- Prompt
Your task is to restate the data word for word.

- Stored data
====================

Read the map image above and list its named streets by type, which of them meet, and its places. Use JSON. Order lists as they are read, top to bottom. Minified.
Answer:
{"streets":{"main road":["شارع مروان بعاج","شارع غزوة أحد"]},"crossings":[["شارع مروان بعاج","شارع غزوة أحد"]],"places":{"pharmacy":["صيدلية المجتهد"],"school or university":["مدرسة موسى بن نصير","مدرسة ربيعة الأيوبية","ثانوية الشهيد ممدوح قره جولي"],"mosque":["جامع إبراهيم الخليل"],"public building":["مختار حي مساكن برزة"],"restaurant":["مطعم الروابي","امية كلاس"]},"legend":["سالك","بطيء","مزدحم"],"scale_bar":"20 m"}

====================

- Reply to the exercise
Read the map image above and list its named streets by type, which of them meet, and its places. Use JSON. Order lists as they are read, top to bottom. Minified.
Answer:
{"streets":{"main road":["شارع مروان بعاج","شارع غزوة أحد"]},"crossings":[["شارع مروان بعاج","شارع غزوة أحد"]],"places":{"pharmacy":["صيدلية المجتهد"],"school or university":["مدرسة موسى بن نصير","مدرسة ربيعة الأيوبية","ثانوية الشهيد ممدوح قره جولي"],"mosque":["جامع إبراهيم الخليل"],"public building":["مختار حي مساكن برزة"],"restaurant":["مطعم الروابي","امية كلاس"]},"legend":["سالك","بطيء","مزدحم"],"scale_bar":"20 m"}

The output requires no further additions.